In a collaboration with US researchers, a scientist from Dalhousie has contributed to an exciting new discovery showing that it is possible to sidestep the iPS cell stage to make an induced motor neurons directly from embryonic and adult mouse fibroblasts. Although there are many different types of motor neurons, the motor neurons produced in this way specifically become spinal motor neurons. Their characteristics may prove very valuable for studying ALS because they can migrate to the spinal cord when transplanted and send out axons, connect to muscle and cause it to contract, and are sensitive to the toxic microenvironment created by mutant glial cells.

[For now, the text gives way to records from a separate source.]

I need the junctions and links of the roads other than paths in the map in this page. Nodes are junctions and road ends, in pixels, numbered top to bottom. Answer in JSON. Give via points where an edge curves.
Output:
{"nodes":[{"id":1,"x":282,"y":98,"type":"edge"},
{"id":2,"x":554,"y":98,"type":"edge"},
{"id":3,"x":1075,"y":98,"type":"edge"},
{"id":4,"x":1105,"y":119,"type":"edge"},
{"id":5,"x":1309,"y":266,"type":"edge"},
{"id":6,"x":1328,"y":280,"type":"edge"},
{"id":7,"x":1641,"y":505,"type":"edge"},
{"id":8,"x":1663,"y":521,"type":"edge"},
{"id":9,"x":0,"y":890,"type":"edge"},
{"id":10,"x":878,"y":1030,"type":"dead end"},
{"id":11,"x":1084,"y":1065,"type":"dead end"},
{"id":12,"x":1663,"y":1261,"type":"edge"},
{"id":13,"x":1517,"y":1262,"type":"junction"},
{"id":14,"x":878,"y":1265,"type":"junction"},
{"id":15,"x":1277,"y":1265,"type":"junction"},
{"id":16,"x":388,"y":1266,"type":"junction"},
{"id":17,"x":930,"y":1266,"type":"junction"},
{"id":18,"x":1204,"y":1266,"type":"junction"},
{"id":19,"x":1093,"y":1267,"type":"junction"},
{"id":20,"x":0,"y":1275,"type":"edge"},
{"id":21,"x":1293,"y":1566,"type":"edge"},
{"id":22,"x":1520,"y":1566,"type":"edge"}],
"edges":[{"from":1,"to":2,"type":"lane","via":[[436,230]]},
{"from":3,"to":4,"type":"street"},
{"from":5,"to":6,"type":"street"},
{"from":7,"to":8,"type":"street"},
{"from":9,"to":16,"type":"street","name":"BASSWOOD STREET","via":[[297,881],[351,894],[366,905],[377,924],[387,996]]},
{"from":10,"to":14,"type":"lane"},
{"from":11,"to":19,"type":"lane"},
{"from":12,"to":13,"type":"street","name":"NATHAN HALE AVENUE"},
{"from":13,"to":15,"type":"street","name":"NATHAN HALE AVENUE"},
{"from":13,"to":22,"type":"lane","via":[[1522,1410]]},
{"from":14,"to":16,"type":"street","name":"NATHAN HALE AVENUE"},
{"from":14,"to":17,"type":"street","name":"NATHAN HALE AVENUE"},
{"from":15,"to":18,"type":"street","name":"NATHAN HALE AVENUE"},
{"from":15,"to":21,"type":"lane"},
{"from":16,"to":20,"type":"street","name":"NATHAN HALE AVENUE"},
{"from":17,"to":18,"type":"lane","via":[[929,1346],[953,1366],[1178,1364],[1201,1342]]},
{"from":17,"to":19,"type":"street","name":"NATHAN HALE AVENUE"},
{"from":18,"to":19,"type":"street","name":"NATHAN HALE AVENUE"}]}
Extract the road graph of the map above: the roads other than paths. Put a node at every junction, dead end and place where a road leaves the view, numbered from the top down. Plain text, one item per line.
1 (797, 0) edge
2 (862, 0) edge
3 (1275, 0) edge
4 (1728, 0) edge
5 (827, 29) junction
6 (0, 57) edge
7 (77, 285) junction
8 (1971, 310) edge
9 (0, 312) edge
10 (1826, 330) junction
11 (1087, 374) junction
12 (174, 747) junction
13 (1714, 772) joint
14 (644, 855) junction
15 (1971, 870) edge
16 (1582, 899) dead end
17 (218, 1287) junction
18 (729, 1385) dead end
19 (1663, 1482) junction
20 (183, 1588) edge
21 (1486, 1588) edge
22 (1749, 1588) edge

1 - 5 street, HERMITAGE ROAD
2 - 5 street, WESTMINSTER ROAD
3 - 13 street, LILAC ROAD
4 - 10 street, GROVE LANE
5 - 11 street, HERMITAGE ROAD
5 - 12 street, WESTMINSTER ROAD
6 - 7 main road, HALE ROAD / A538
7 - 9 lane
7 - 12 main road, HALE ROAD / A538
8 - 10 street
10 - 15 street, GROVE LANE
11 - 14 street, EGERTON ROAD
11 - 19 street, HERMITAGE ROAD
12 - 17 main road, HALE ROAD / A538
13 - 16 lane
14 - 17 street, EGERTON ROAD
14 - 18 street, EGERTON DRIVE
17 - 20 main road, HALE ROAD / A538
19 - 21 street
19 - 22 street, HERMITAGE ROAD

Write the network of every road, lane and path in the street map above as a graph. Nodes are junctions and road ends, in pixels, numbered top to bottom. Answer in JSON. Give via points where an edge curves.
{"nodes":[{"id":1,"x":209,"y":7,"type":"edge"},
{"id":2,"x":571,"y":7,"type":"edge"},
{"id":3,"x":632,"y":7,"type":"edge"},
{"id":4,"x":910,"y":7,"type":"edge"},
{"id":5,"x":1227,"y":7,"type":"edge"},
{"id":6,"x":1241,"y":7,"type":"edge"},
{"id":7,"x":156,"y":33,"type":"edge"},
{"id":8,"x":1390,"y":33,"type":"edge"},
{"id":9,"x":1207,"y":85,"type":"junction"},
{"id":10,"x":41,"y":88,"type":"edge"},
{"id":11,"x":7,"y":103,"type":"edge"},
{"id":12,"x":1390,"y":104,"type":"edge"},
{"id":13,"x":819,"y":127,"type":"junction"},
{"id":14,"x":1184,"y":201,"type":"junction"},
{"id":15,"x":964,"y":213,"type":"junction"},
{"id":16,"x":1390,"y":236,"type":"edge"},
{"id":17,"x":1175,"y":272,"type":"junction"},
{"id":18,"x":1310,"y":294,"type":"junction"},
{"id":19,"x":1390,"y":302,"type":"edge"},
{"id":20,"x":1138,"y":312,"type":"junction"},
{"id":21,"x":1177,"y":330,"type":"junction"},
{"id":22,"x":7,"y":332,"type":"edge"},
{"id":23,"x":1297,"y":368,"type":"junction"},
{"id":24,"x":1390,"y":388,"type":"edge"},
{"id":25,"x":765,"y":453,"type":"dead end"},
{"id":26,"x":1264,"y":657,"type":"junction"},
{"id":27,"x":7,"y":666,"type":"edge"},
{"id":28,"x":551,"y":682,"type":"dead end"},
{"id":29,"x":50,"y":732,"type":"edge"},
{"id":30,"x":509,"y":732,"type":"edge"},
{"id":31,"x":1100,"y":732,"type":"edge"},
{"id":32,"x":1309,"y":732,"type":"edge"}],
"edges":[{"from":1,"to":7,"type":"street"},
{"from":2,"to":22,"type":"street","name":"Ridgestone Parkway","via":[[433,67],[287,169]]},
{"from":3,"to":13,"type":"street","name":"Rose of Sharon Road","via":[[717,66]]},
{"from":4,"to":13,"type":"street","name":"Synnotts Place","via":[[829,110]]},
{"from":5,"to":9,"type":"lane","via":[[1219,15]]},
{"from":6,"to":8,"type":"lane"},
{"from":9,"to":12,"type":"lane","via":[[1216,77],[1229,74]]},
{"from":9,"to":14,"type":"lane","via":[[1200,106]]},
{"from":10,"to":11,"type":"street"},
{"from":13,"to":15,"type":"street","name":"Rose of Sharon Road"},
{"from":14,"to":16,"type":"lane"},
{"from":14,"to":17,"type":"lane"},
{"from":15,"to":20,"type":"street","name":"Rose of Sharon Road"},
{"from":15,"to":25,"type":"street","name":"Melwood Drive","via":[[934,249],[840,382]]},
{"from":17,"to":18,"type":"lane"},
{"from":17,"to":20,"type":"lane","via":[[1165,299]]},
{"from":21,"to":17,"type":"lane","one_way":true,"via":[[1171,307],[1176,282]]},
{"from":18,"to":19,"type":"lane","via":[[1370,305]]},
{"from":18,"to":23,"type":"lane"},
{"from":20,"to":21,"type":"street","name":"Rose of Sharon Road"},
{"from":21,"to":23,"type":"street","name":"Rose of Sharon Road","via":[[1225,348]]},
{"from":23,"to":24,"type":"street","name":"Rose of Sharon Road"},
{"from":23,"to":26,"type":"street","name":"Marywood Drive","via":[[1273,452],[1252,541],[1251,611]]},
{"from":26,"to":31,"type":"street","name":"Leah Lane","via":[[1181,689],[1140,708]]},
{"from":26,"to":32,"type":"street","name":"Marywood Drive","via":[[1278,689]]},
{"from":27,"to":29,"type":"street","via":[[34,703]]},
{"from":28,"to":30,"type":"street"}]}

Looking to the Future with Clinical Trials

There are research teams around the world that are actively investigating how stem cells might be used to treat ALS. Some of their research is being moved forward into clinical trials by groups poised to test the feasibility and tolerability of various stem cell treatments. Common to all the trials are the numerous challenges involved in transplantation: understanding how to confine the beneficial effects of the transplant to the area most in need, optimizing the number and spacing of the injections, controlling rejection in cases where the cells do not originate from the patient, and the high costs of clinical trials. Some of the current trials underway are profiled below.

In the first FDA-approved human stem cell trial for ALS, Neuralstem is performing a phase I safety trial by transplanting up to 18 patients with human fetal spinal cord stem cells. Researchers from Emory University who are involved in the study have created an innovative device that delivers the cells directly into the lumbar region of the spinal cord of patients and buffers the movement of the spinal cord while the patient is breathing. So far, none of the first 12 patients have suffered any major adverse effects. Based on these promising results, the FDA has allowed the trial to begin injecting the stem cells directly into the cervical region of the spine as well. Their long-term hope is that the transplanted cells will be neuroprotective, either by making new neurons, trophic factors, or by creating a micronenvironment conducive to the survival of motor neurons.

A different type of stem cell is being tested by BrainStorm Cell Therapeutics, which recently received approval for a phase I clinical trial to inject mesenchymal stem cells into the brain or spinal cord of early stage ALS patients. They have perfected a process for turning the bone marrow-derived mesenchymal stem cells into glial-like cells that secrete neurotrophic factors which they hope will protect the neurons in the trial participants.

Despite the many challenges of translating the benefits of stem cell therapies, many research groups and drug development companies are forming partnerships to facilitate a more aggressive approach to translating stem cell technology into possible ALS therapeutics. For example, iPierian is generating iPS cells from ALS patients in order to identify lead compounds for drug development and Pfizer is developing a bank of compounds that may be useful for screening iPS cells for drug targets.

Scientists around the world have made great progress in understanding basic stem cell biology and are working intensely to find ways to translate that knowledge into practical therapies for patients. Although there is still much work to be done, the collaborative model for scientific discovery is lending momentum and direction to the lofty goal of developing stem cell therapies for treating people with ALS.